• **What to do**: An exact transcription is needed of the lines below from the one with "pinky tip: (411, 392)" through the one with "thumb mcp: (311, 196)", with no other lines and no pictures.

[Images with pose keypoints]
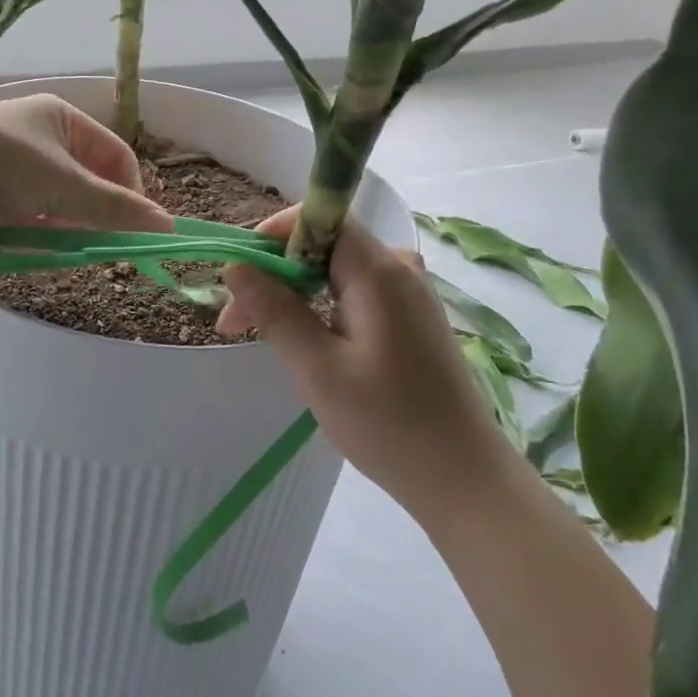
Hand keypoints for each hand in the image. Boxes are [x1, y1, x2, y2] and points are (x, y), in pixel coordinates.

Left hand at [0, 94, 172, 232]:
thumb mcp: (65, 188)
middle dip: (93, 213)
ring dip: (64, 223)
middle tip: (96, 245)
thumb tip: (167, 227)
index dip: (131, 193)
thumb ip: (116, 209)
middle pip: (88, 178)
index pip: (117, 156)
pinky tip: (29, 241)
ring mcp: (13, 157)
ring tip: (59, 246)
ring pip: (57, 197)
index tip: (131, 230)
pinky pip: (28, 206)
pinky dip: (34, 225)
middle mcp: (41, 133)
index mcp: (64, 118)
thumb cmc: (0, 167)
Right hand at [216, 206, 514, 527]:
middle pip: (324, 246)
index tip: (238, 274)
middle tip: (234, 324)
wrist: (463, 478)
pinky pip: (357, 295)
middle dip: (274, 275)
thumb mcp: (318, 368)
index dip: (273, 235)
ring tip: (262, 338)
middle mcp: (399, 269)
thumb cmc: (388, 423)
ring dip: (295, 296)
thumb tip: (235, 266)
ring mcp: (410, 295)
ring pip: (337, 274)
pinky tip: (306, 346)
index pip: (320, 218)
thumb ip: (275, 311)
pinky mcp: (413, 320)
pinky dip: (322, 310)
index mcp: (380, 271)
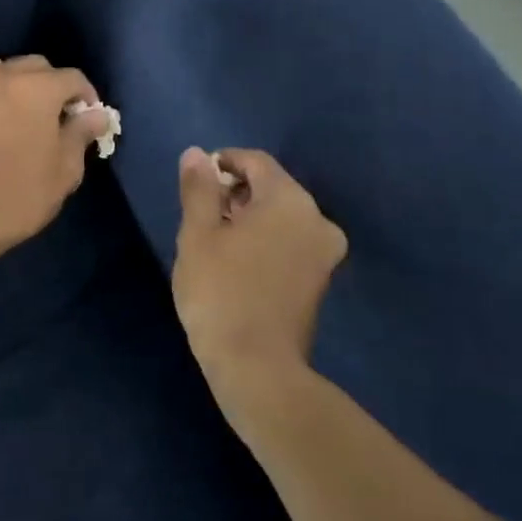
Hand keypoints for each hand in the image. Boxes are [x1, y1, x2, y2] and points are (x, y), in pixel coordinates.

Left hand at [0, 54, 114, 266]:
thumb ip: (81, 134)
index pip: (73, 78)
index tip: (90, 122)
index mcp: (38, 86)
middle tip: (59, 120)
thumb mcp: (65, 170)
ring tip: (25, 114)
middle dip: (52, 87)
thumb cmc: (19, 193)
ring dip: (18, 83)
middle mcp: (3, 75)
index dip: (87, 98)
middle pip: (36, 68)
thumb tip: (95, 115)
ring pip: (2, 69)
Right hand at [171, 147, 347, 398]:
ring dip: (250, 216)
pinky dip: (266, 239)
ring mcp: (324, 252)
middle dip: (236, 192)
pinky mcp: (321, 279)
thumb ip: (199, 189)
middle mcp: (317, 219)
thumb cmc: (220, 292)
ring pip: (282, 216)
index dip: (224, 162)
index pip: (256, 162)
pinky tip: (237, 260)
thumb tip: (197, 154)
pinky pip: (291, 241)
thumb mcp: (197, 234)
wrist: (257, 367)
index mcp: (289, 200)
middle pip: (272, 187)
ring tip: (215, 237)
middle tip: (201, 212)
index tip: (197, 179)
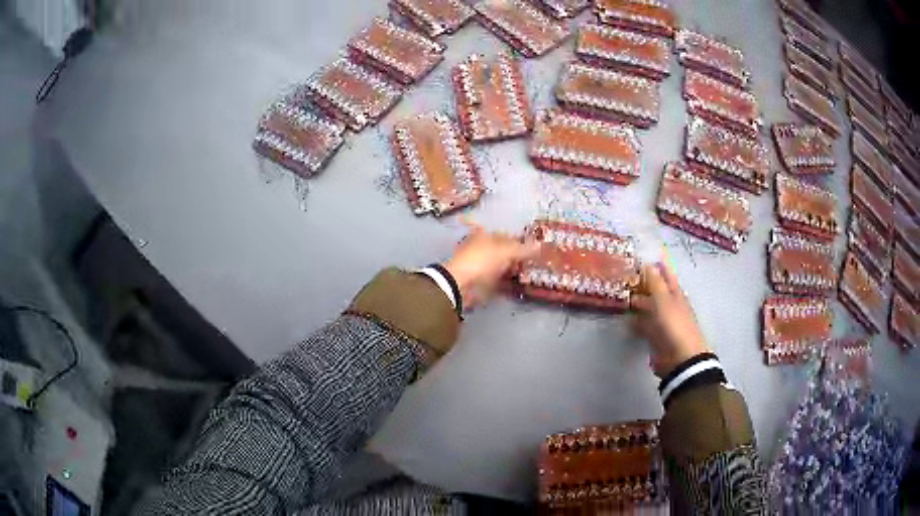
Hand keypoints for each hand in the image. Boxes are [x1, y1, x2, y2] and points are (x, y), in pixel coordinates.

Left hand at [443, 221, 540, 308]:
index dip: (520, 241)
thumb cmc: (481, 260)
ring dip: (514, 270)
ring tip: (530, 274)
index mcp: (485, 236)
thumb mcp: (505, 251)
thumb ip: (523, 249)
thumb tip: (540, 244)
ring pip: (502, 267)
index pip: (506, 236)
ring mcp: (481, 267)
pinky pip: (499, 281)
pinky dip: (508, 283)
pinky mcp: (481, 282)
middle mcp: (483, 249)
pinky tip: (519, 285)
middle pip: (505, 252)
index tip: (535, 249)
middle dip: (519, 257)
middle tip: (536, 263)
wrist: (461, 285)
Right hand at [631, 262, 709, 377]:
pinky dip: (634, 319)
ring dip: (636, 300)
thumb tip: (647, 263)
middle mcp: (669, 304)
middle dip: (641, 282)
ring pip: (647, 306)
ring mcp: (662, 320)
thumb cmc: (674, 324)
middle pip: (654, 289)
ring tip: (619, 295)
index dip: (656, 264)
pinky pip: (643, 323)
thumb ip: (655, 282)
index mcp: (675, 292)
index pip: (665, 273)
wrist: (680, 358)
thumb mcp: (663, 299)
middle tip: (622, 276)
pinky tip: (625, 318)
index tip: (641, 256)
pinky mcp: (654, 335)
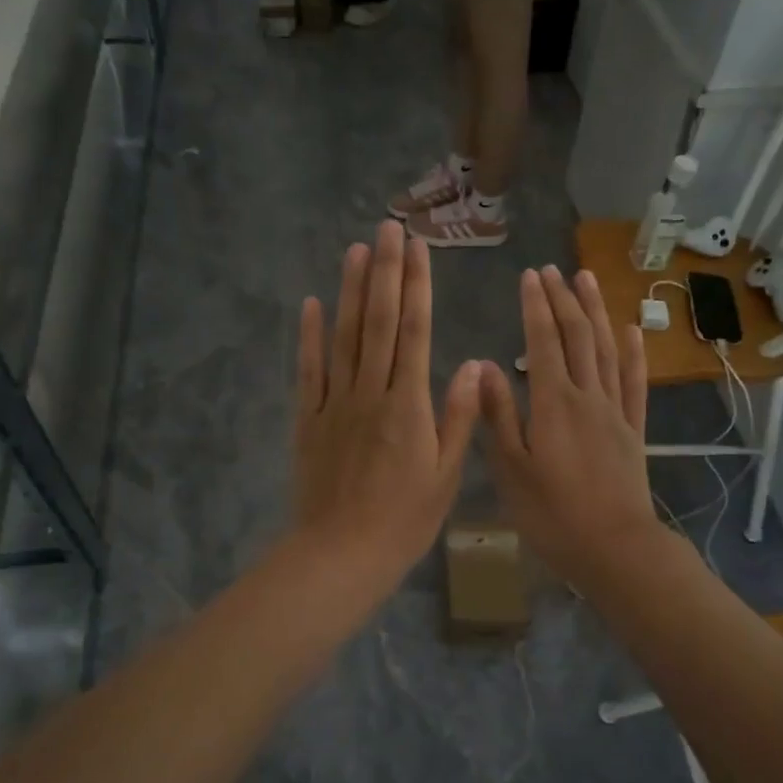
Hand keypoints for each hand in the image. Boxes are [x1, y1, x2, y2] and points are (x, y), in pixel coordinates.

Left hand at [294, 221, 480, 596]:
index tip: (417, 249)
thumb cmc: (404, 520)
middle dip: (384, 272)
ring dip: (349, 291)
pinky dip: (309, 336)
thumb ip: (459, 416)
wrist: (341, 553)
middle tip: (386, 228)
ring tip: (355, 250)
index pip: (413, 332)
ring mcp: (334, 403)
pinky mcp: (308, 419)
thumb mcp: (445, 474)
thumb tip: (474, 363)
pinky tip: (311, 304)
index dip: (416, 286)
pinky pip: (308, 371)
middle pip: (376, 322)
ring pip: (343, 337)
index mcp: (408, 405)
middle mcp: (370, 392)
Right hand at [479, 267, 661, 585]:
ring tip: (588, 280)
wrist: (615, 548)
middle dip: (564, 300)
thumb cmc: (552, 514)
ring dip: (596, 312)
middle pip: (576, 336)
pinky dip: (632, 353)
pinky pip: (634, 382)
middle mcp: (586, 396)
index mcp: (552, 403)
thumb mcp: (511, 468)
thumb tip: (483, 366)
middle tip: (554, 269)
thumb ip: (498, 415)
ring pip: (606, 350)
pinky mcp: (633, 430)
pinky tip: (630, 330)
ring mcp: (615, 411)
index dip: (536, 306)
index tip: (530, 276)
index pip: (543, 341)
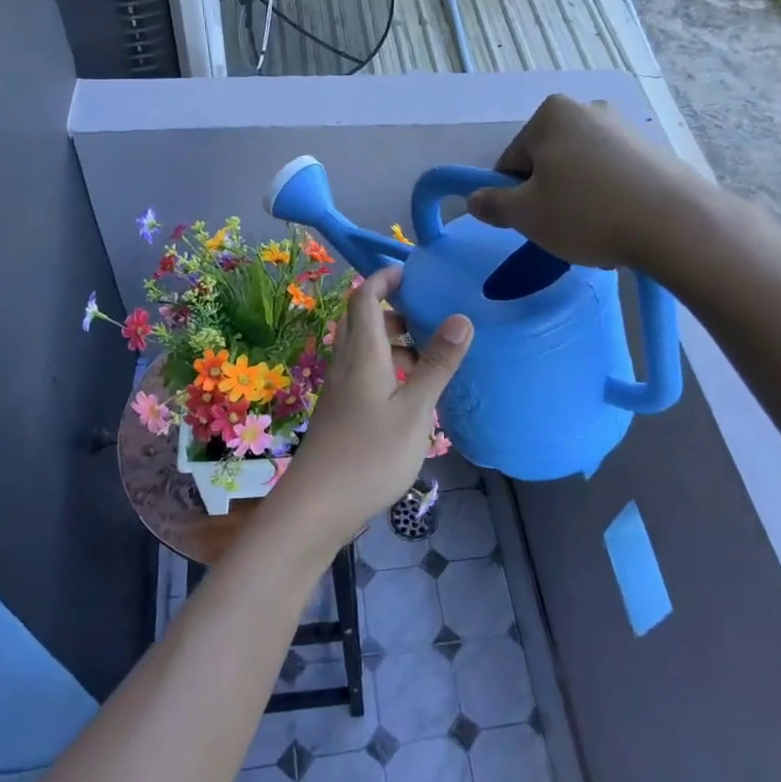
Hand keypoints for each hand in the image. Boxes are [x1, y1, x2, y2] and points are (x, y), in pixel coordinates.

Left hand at [271, 265, 472, 553]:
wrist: (318, 506)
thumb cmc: (370, 454)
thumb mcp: (414, 410)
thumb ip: (438, 364)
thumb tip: (462, 317)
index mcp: (362, 353)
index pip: (365, 297)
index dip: (385, 279)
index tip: (414, 275)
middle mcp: (346, 363)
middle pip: (363, 319)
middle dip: (393, 309)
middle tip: (429, 315)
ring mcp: (340, 389)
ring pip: (364, 348)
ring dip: (393, 342)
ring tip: (429, 356)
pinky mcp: (341, 411)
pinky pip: (363, 372)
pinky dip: (387, 367)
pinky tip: (411, 392)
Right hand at [466, 96, 707, 269]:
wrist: (673, 223)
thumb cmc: (586, 214)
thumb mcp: (526, 215)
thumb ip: (493, 205)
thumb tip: (474, 199)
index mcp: (551, 114)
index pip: (511, 160)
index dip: (512, 196)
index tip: (528, 223)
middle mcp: (587, 109)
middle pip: (547, 162)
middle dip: (547, 196)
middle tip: (559, 230)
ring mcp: (624, 128)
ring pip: (580, 172)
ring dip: (576, 200)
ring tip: (592, 232)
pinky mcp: (651, 151)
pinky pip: (612, 177)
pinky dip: (607, 200)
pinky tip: (618, 225)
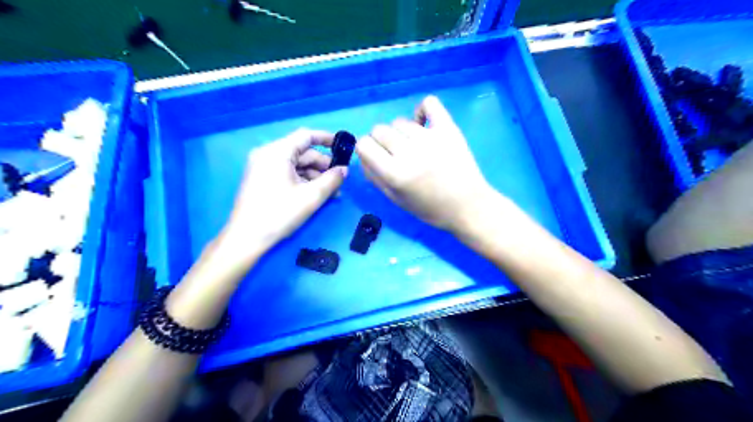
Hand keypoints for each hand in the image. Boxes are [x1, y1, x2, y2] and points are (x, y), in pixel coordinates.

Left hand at [218, 130, 345, 257]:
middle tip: (340, 180)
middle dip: (323, 166)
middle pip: (302, 152)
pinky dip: (303, 181)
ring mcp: (263, 167)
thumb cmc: (280, 213)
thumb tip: (345, 170)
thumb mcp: (311, 196)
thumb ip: (332, 180)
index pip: (306, 136)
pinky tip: (316, 195)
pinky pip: (287, 174)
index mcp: (277, 152)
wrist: (247, 238)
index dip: (327, 139)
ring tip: (332, 192)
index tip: (344, 147)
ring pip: (296, 165)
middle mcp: (268, 154)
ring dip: (315, 176)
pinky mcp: (262, 179)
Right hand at [357, 96, 494, 229]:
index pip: (364, 144)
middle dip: (381, 141)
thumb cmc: (430, 208)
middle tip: (396, 154)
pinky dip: (422, 111)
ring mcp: (430, 138)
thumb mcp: (396, 199)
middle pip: (379, 129)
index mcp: (395, 174)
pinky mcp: (448, 128)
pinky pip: (428, 103)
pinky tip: (424, 124)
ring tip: (415, 146)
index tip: (377, 157)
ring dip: (401, 132)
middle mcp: (410, 153)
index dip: (367, 150)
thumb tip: (363, 155)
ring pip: (400, 121)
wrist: (468, 205)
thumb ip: (374, 176)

• **Response area**:
pinky tip: (411, 392)
Right hand at [466, 96, 707, 269]:
wrist: (673, 223)
thumb cmc: (586, 214)
thumb mcp: (526, 215)
thumb ip: (493, 205)
thumb tip: (474, 199)
index mcp: (551, 114)
index pip: (511, 160)
index dip: (512, 196)
index tip: (528, 223)
middle mcp: (587, 109)
middle pip: (547, 162)
middle dip: (547, 196)
middle tip: (559, 230)
ring mcp: (624, 128)
ring pip: (580, 172)
ring dip: (576, 200)
ring tip: (592, 232)
pinky mcp: (651, 151)
pinky pip: (612, 177)
pinky dip: (607, 200)
pinky tip: (618, 225)
Hand keypoints for each hand in the image. Boxes are [x1, y1, x2, y2] and points are (x, y), in pixel coordinates.

Left hand at [218, 130, 345, 257]:
middle tip: (340, 180)
middle dip: (323, 166)
middle pip: (302, 152)
pinky dip: (303, 181)
ring mcp: (263, 167)
thumb cmc: (280, 213)
thumb tip: (345, 170)
thumb mcp: (311, 196)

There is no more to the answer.